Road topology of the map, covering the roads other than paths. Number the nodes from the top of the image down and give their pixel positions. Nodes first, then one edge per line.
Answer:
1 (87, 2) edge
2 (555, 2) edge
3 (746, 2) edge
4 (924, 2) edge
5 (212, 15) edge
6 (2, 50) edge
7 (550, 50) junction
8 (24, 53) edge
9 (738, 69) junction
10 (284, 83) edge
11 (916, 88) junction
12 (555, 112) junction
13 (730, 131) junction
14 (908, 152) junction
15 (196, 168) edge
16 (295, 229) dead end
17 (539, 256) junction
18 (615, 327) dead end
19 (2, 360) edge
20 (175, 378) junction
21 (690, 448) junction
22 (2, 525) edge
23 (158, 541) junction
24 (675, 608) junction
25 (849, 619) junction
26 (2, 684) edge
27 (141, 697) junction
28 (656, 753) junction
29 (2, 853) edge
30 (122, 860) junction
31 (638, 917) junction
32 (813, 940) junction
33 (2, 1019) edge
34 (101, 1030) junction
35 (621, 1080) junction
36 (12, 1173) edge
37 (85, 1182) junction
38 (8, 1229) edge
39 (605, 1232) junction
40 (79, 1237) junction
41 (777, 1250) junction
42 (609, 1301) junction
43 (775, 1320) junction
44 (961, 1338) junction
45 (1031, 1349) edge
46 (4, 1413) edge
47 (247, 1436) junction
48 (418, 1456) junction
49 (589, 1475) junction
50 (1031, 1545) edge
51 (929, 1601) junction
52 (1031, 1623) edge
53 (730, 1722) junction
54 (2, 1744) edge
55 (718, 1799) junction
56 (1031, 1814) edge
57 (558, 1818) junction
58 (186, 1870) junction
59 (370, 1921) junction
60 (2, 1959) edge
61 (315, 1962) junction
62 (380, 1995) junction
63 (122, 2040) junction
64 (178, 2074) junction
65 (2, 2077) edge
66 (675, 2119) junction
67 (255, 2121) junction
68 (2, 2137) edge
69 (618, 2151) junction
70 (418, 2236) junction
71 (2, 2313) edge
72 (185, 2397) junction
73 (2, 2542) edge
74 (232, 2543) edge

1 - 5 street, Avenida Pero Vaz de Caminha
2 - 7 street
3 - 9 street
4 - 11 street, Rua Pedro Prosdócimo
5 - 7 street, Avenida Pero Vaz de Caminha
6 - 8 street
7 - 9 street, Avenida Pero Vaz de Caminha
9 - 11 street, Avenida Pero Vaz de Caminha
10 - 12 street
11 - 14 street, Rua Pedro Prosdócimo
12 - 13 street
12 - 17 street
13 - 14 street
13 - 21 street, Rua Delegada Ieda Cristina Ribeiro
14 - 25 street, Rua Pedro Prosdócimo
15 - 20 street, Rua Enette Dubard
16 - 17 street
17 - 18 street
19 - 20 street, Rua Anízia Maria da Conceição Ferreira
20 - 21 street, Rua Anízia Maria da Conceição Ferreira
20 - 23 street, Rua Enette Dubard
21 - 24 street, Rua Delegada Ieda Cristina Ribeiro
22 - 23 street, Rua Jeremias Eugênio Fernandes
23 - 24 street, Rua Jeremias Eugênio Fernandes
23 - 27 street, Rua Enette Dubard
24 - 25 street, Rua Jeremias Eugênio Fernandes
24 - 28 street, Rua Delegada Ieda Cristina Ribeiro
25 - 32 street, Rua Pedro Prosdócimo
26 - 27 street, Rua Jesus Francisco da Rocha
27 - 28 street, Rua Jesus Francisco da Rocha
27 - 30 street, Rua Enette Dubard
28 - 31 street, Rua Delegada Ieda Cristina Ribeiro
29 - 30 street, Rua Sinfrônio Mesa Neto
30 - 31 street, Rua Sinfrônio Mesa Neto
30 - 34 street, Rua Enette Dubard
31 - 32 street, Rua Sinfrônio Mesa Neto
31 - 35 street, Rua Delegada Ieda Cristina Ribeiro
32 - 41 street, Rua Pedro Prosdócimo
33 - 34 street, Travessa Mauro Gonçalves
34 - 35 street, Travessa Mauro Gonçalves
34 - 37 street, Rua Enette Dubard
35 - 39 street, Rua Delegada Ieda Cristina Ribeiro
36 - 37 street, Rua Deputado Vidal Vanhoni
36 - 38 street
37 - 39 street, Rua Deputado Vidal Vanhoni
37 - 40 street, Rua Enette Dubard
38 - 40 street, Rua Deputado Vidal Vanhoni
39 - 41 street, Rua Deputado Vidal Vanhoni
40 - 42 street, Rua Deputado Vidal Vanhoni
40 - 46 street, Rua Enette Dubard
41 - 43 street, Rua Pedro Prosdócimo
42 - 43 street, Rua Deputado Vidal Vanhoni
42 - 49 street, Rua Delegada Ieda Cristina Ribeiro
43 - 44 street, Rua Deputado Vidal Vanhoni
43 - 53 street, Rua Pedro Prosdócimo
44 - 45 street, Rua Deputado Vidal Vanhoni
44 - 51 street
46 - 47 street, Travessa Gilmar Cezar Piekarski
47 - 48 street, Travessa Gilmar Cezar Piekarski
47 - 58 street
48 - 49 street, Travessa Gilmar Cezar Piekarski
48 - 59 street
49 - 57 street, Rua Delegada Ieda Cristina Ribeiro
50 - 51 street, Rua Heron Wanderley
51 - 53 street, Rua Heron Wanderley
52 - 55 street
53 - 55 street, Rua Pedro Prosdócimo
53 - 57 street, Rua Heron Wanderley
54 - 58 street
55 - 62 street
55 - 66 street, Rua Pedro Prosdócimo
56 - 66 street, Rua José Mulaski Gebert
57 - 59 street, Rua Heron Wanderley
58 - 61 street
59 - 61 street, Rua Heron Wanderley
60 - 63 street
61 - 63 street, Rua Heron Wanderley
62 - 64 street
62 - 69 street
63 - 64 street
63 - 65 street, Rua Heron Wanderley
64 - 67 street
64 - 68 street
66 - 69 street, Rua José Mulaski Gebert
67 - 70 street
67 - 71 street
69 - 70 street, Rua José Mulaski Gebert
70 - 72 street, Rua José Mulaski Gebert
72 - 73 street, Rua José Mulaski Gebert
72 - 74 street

## Task to carry out
How many lines of these entries contain "Avenida"? Answer with the number and nothing else.

## Finished exercise
4